Bug 86490

Summary: lto1: fatal error: multiple prevailing defs with common symbols
Product: gcc Reporter: H.J. Lu <hjl.tools>
Component: ltoAssignee: Not yet assigned to anyone <unassigned>
Status: NEW ---    
Severity: minor CC: amonakov, hubicka, joe.harvell
Priority: P3 Keywords: ice-on-valid-code
Version: 9.0   
Target Milestone: ---   
See Also: https://sourceware.org/bugzilla/show_bug.cgi?id=23350
https://sourceware.org/bugzilla/show_bug.cgi?id=23411
Host: Target:
Build: Known to work:
Known to fail: Last reconfirmed: 2018-07-11 00:00:00

Description H.J. Lu 2018-07-11 15:52:27 UTC
[hjl@gnu-cfl-1 pr23350]$ cat foo.c
int foo;
void bar() {}
[hjl@gnu-cfl-1 pr23350]$ cat bar.c
int foo;
void bar() {}
[hjl@gnu-cfl-1 pr23350]$ cat main.c
int foo;
int
main ()
{
  return foo;
}
[hjl@gnu-cfl-1 pr23350]$ make CC=gcc
gcc -O2 -flto   -c -o main.o main.c
gcc -O2 -flto   -c -o foo.o foo.c
ar --plugin `gcc -print-prog-name=liblto_plugin.so` -rusc libfoo.a foo.o
gcc -O2 -flto   -c -o bar.o bar.c
ar --plugin `gcc -print-prog-name=liblto_plugin.so` -rusc libbar.a bar.o
gcc -o x  main.o libfoo.a libbar.a
lto1: fatal error: multiple prevailing defs for ‘bar’
compilation terminated.
lto-wrapper: fatal error: gcc returned 1 exit status
compilation terminated.
/usr/local/bin/ld: error: lto-wrapper failed
collect2: error: ld returned 1 exit status
make: *** [Makefile:14: x] Error 1
[hjl@gnu-cfl-1 pr23350]$ 

Linker has:

     if (!blhe)
        {
          /* The plugin is called to claim symbols in an archive element
             from plugin_object_p.  But those symbols aren't needed to
             create output.  They are defined and referenced only within
             IR.  */
          switch (syms[n].def)
            {
            default:
              abort ();
            case LDPK_UNDEF:
            case LDPK_WEAKUNDEF:
              res = LDPR_UNDEF;
              break;
            case LDPK_DEF:
            case LDPK_WEAKDEF:
            case LDPK_COMMON:
              res = LDPR_PREVAILING_DEF_IRONLY;
              break;
            }
          goto report_symbol;
        }

lto1 shouldn't issue

lto1: fatal error: multiple prevailing defs for ‘bar’

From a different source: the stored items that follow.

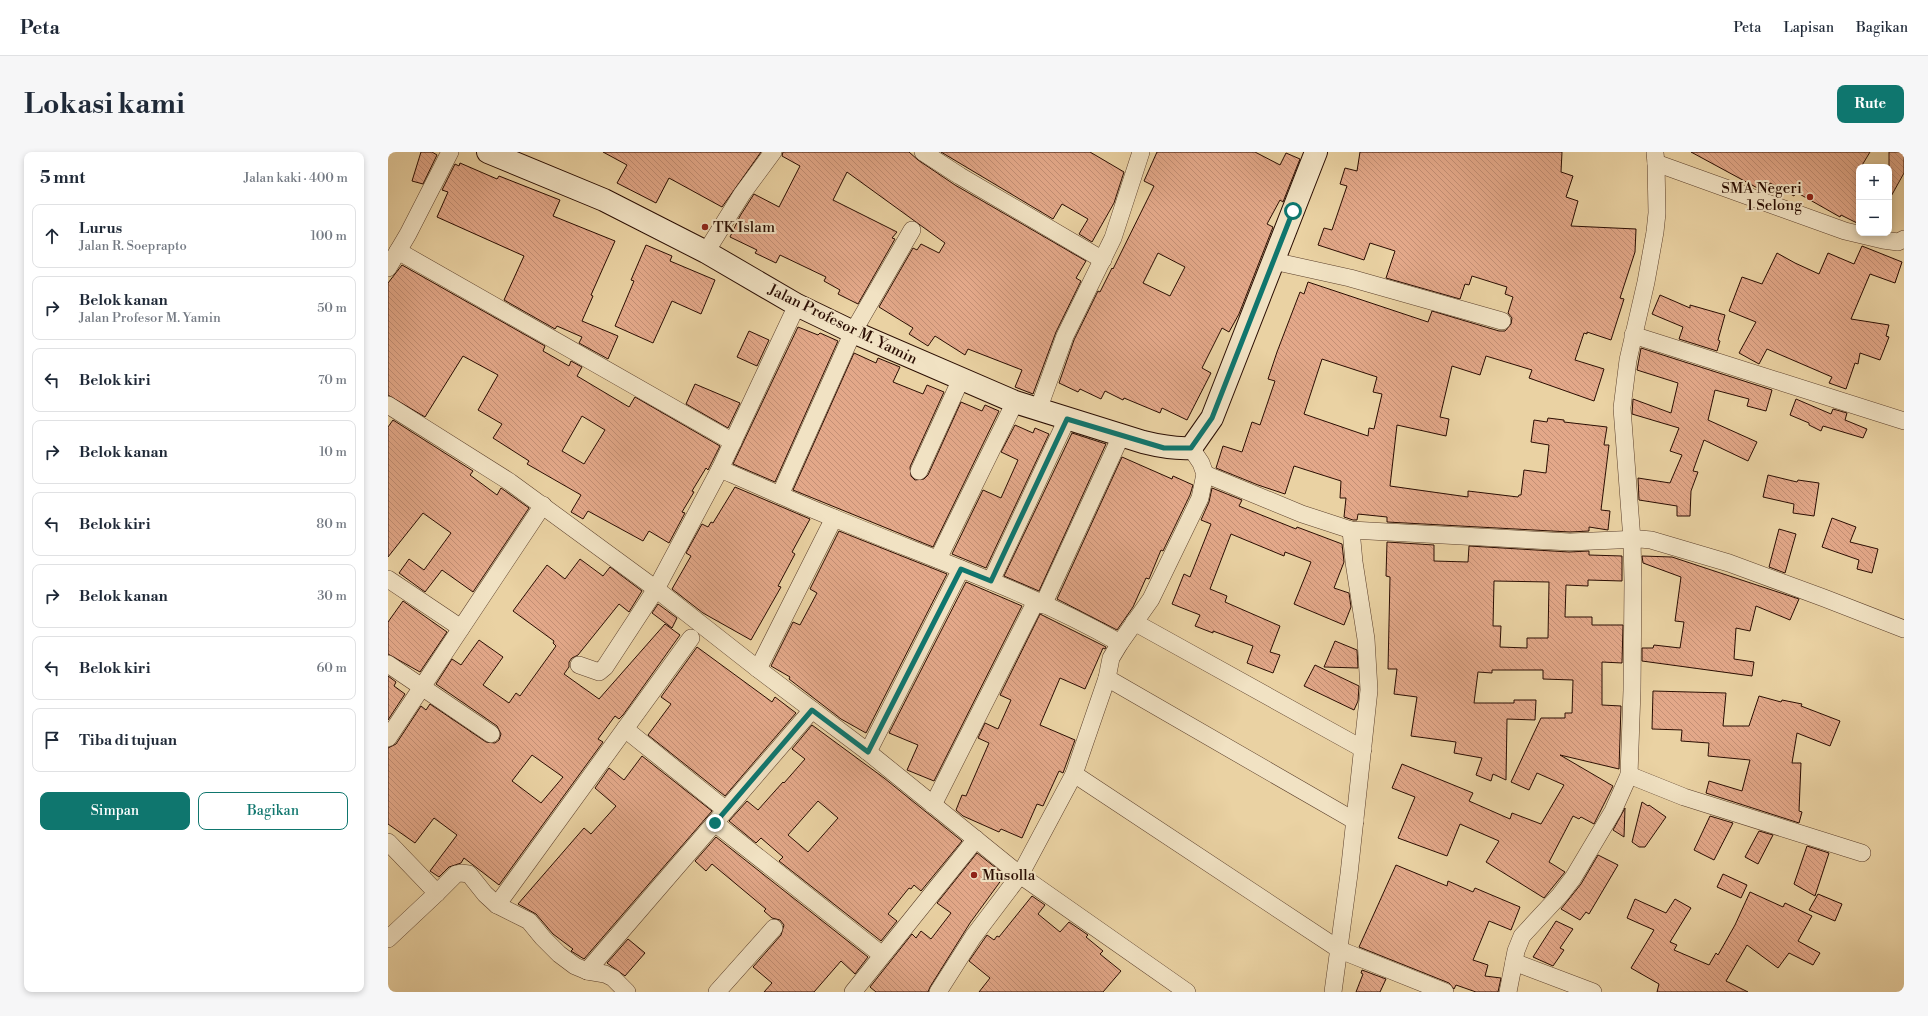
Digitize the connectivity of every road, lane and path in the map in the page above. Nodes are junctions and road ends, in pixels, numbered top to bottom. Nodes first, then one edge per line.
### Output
1 (450, 152) edge
2 (488, 152) edge
3 (773, 152) edge
4 (923, 152) edge
5 (1142, 152) edge
6 (1316, 152) edge
7 (1656, 158) edge
8 (912, 230) dead end
9 (1904, 239) edge
10 (398, 251) junction
11 (706, 252) junction
12 (1103, 260) junction
13 (1273, 261) junction
14 (388, 268) edge
15 (797, 305) junction
16 (1502, 321) dead end
17 (853, 332) junction
18 (1633, 335) junction
19 (961, 379) junction
20 (1015, 402) junction
21 (388, 405) edge
22 (1038, 410) junction
23 (1067, 419) junction
24 (1904, 421) edge
25 (1121, 436) junction
26 (733, 442) junction
27 (1191, 448) junction
28 (720, 469) junction
29 (919, 471) dead end
30 (1205, 474) junction
31 (780, 495) junction
32 (543, 505) junction
33 (834, 518) junction
34 (1351, 530) junction
35 (1632, 540) junction
36 (938, 560) junction
37 (961, 569) junction
38 (388, 579) edge
39 (991, 581) junction
40 (656, 589) junction
41 (1039, 603) junction
42 (1134, 622) junction
43 (461, 628) junction
44 (1904, 629) edge
45 (691, 638) dead end
46 (1120, 642) junction
47 (388, 664) edge
48 (579, 665) dead end
49 (758, 669) junction
50 (1107, 678) junction
51 (422, 686) junction
52 (812, 710) junction
53 (625, 729) junction
54 (491, 734) dead end
55 (388, 738) edge
56 (1363, 749) junction
57 (868, 752) junction
58 (1074, 774) junction
59 (1629, 775) junction
60 (933, 805) junction
61 (721, 817) junction
62 (1355, 821) junction
63 (976, 840) junction
64 (388, 842) edge
65 (1862, 853) dead end
66 (1020, 875) junction
67 (438, 893) junction
68 (497, 905) junction
69 (774, 928) dead end
70 (388, 938) edge
71 (1340, 950) junction
72 (882, 955) junction
73 (1514, 962) junction
74 (587, 971) junction
75 (627, 992) edge
76 (717, 992) edge
77 (853, 992) edge
78 (938, 992) edge
79 (1186, 992) edge
80 (1333, 992) edge
81 (1445, 992) edge
82 (1508, 992) edge
83 (1593, 992) edge

1 - 10 street
2 - 11 main road, Jalan Profesor M. Yamin
3 - 11 street
4 - 12 street
5 - 12 street
6 - 13 main road
7 - 9 street
7 - 18 street
8 - 17 street
10 - 14 street
10 - 26 street
11 - 15 main road, Jalan Profesor M. Yamin
12 - 22 street
13 - 16 street
13 - 27 main road
15 - 17 main road, Jalan Profesor M. Yamin
15 - 26 street
17 - 19 main road, Jalan Profesor M. Yamin
17 - 31 street
18 - 24 street
18 - 35 street
19 - 20 main road, Jalan Profesor M. Yamin
19 - 29 street
20 - 22 main road, Jalan Profesor M. Yamin
20 - 36 street
21 - 32 street
22 - 23 main road, Jalan Profesor M. Yamin
23 - 25 main road, Jalan Profesor M. Yamin
23 - 39 street
25 - 27 main road, Jalan Profesor M. Yamin
25 - 41 street
26 - 28 street
27 - 30 street
28 - 31 street
28 - 40 street
30 - 34 street
30 - 42 street
31 - 33 street
32 - 40 street
32 - 43 street
33 - 36 street
33 - 49 street
34 - 35 street
34 - 56 street
35 - 44 street
35 - 59 street
36 - 37 street
37 - 39 street
37 - 57 street
38 - 43 street
39 - 41 street
40 - 48 street
40 - 49 street
41 - 46 street
41 - 60 street
42 - 46 street
42 - 56 street
43 - 51 street
45 - 53 street
46 - 50 street
47 - 51 street
49 - 52 street
50 - 58 street
50 - 62 street
51 - 54 street
51 - 55 street
52 - 57 street
52 - 61 street
53 - 61 street
53 - 68 street
56 - 62 street
57 - 60 street
58 - 66 street
58 - 71 street
59 - 65 street
59 - 73 street
60 - 63 street
61 - 72 street
61 - 74 street
62 - 71 street
63 - 66 street
63 - 72 street
64 - 67 street
66 - 78 street
66 - 79 street
67 - 68 street
67 - 70 street
68 - 74 street
69 - 76 street
71 - 80 street
71 - 81 street
72 - 77 street
73 - 82 street
73 - 83 street
74 - 75 street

unless bar will be included in output.
Comment 1 Martin Liška 2018-07-11 15:57:26 UTC
Thanks H.J. for investigation.
Honza can you please take a look?
Comment 2 Alexander Monakov 2018-07-11 16:31:41 UTC
Note that Gold does not exhibit this issue. I think ld.bfd is at fault here.

We've hit similar issues with some internal plugin development. The main issue is, ld.bfd feeds the plugin with objects extracted from static archives, but those objects do not satisfy any unresolved references and would not be extracted in the first place in non-LTO link. So ld.bfd is causing useless extra work both for itself and the compiler plugin.

It would be nice to fix this on ld.bfd side so future plugin writers don't need to wrestle with this issue.
Comment 3 H.J. Lu 2018-07-11 16:49:44 UTC
(In reply to Alexander Monakov from comment #2)
> Note that Gold does not exhibit this issue. I think ld.bfd is at fault here.

It is because gold doesn't check archive for a common definition.

> We've hit similar issues with some internal plugin development. The main
> issue is, ld.bfd feeds the plugin with objects extracted from static
> archives, but those objects do not satisfy any unresolved references and
> would not be extracted in the first place in non-LTO link. So ld.bfd is
> causing useless extra work both for itself and the compiler plugin.
> 

Is there a common symbol involved?
Comment 4 Alexander Monakov 2018-07-11 17:17:27 UTC
(In reply to H.J. Lu from comment #3)
> It is because gold doesn't check archive for a common definition.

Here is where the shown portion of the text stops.